Sarah's Key tells the story of a dark part of France's history. While most people are aware of the Jewish Holocaust during World War II, few have heard of The Velodrome d'hiver round up in July of 1942 in France. During these two days, 13,000 Jewish men, women and children were arrested and brought to Paris's arena, the Velodrome. Here, after being forced to live in deplorable, filthy conditions, they were put on trucks and shipped to Auschwitz and other death camps. Most shocking about this point in history was the fact that the arrests were carried out by the French police.
Sarah's Key, starring Kristin Scott Thomas and Aidan Quinn, tells the story of an expatriated American woman living in Paris. Her husband has been renovating his grandmother's home for his family. Julia (Thomas) soon learns of the family that lived in the apartment in 1942 and that family's daughter, Sarah. Sarah's family is Jewish and is involved in the round up. Young Sarah carries with her a key that holds a very dark secret from the police.

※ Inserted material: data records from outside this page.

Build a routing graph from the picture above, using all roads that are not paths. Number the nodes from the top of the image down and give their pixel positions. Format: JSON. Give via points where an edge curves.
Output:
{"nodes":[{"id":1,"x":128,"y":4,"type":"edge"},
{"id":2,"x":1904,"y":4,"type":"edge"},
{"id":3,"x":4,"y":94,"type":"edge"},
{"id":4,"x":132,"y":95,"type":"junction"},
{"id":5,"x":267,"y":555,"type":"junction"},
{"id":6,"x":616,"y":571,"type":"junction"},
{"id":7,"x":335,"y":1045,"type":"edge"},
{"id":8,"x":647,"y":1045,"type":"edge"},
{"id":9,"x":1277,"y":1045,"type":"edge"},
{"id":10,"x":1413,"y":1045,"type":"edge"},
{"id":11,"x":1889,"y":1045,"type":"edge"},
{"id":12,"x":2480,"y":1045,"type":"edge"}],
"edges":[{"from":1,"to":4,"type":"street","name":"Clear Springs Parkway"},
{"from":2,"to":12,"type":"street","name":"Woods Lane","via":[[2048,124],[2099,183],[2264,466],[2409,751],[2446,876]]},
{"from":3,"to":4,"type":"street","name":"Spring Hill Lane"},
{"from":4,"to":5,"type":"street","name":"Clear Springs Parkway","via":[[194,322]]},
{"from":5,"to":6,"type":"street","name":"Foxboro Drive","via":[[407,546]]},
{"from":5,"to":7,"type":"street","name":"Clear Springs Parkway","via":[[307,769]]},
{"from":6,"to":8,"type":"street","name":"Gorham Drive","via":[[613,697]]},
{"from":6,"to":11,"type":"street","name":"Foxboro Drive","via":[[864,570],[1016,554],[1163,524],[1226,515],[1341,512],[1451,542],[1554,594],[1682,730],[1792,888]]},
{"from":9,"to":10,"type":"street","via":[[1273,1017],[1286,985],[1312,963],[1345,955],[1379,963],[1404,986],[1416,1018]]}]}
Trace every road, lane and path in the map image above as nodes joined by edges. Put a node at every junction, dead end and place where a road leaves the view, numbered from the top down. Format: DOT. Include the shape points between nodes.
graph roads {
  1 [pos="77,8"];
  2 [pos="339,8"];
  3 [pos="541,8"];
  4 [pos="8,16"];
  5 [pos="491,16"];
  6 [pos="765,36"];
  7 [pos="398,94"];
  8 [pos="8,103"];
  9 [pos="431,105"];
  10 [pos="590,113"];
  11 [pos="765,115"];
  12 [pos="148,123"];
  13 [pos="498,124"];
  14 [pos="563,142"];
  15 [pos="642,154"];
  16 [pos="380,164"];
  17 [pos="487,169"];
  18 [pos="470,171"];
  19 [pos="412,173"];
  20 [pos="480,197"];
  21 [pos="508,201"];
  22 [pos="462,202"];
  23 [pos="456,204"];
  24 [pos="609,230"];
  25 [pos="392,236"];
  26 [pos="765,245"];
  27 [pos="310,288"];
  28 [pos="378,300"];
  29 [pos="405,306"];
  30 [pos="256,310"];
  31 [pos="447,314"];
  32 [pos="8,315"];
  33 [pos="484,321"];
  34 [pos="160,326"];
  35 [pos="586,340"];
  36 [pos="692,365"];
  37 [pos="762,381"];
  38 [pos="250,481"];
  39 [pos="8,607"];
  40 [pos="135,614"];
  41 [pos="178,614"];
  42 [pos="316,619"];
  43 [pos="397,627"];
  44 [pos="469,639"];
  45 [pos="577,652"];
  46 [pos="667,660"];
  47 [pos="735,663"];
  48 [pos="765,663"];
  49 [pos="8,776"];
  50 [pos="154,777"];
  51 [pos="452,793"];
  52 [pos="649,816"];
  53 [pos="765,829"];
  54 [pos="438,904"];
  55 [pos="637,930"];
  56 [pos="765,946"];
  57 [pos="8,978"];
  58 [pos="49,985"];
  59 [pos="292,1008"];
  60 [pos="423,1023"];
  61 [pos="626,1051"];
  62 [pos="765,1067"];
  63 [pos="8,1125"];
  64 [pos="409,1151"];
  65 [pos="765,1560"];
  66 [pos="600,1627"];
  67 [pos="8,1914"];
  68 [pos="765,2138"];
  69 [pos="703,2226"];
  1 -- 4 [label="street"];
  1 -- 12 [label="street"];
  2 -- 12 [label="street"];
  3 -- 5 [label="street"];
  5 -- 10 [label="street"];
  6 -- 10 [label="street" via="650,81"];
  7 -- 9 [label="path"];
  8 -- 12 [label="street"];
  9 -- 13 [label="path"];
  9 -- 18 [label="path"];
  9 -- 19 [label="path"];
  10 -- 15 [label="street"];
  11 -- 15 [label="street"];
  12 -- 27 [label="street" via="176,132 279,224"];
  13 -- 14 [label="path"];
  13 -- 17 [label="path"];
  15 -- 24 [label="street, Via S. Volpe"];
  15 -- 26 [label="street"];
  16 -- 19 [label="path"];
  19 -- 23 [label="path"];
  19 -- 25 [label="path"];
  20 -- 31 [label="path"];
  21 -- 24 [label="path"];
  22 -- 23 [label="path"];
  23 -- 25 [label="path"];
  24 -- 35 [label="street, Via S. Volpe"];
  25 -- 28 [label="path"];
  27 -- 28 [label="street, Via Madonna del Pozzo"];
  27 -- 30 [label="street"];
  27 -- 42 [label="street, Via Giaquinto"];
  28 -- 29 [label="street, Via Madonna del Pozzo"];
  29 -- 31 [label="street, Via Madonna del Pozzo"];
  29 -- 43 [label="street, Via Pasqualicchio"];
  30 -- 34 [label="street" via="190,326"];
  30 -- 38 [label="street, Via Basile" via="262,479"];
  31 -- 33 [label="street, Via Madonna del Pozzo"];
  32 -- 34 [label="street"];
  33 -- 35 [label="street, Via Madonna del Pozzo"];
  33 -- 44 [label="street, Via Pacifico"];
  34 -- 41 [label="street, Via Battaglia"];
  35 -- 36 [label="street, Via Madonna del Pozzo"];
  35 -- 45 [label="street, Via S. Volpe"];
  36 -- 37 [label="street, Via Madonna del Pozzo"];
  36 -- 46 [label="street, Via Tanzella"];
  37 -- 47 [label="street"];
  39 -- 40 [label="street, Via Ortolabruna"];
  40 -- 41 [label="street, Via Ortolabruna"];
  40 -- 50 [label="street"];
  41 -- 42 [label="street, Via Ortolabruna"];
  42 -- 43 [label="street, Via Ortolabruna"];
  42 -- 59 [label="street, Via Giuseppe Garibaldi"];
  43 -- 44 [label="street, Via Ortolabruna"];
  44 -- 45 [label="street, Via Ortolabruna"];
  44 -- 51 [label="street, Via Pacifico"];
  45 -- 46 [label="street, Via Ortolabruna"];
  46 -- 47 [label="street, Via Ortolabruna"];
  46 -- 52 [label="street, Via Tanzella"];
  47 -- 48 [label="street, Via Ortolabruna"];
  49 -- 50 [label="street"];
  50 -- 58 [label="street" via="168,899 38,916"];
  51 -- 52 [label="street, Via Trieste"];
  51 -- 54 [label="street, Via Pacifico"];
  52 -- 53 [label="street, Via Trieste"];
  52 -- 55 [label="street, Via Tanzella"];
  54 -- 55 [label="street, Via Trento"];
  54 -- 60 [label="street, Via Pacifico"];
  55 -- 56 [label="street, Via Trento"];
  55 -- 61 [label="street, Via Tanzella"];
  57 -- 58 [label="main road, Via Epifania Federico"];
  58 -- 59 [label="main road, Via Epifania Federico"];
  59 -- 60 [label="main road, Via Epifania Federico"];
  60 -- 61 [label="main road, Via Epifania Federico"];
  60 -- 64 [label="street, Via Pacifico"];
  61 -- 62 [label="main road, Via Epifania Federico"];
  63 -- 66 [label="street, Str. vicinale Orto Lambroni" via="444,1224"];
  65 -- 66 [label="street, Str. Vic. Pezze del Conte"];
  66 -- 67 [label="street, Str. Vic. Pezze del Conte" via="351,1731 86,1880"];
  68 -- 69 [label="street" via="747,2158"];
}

Sarah's Key follows dual story lines of what happened to Sarah and her key in 1942 and Julia's search, in 2009, for what truly happened in her new home. In February of 2009 France finally recognized its role in the deportation of 76,000 Jews to concentration camps during the war. In 1995 then French President Jacques Chirac had this to say about the atrocities: "These dark days sully our nation's history forever. 74 trains left for Auschwitz. 76,000 Jews were deported from France and never came back. Yes the criminal madness of the Occupier was, as we all know abetted by French citizens, abetted by the French state." Sarah's Key takes an important piece of tragic French history and makes it real for a country that had pushed this story into the darkness of ashamed silence.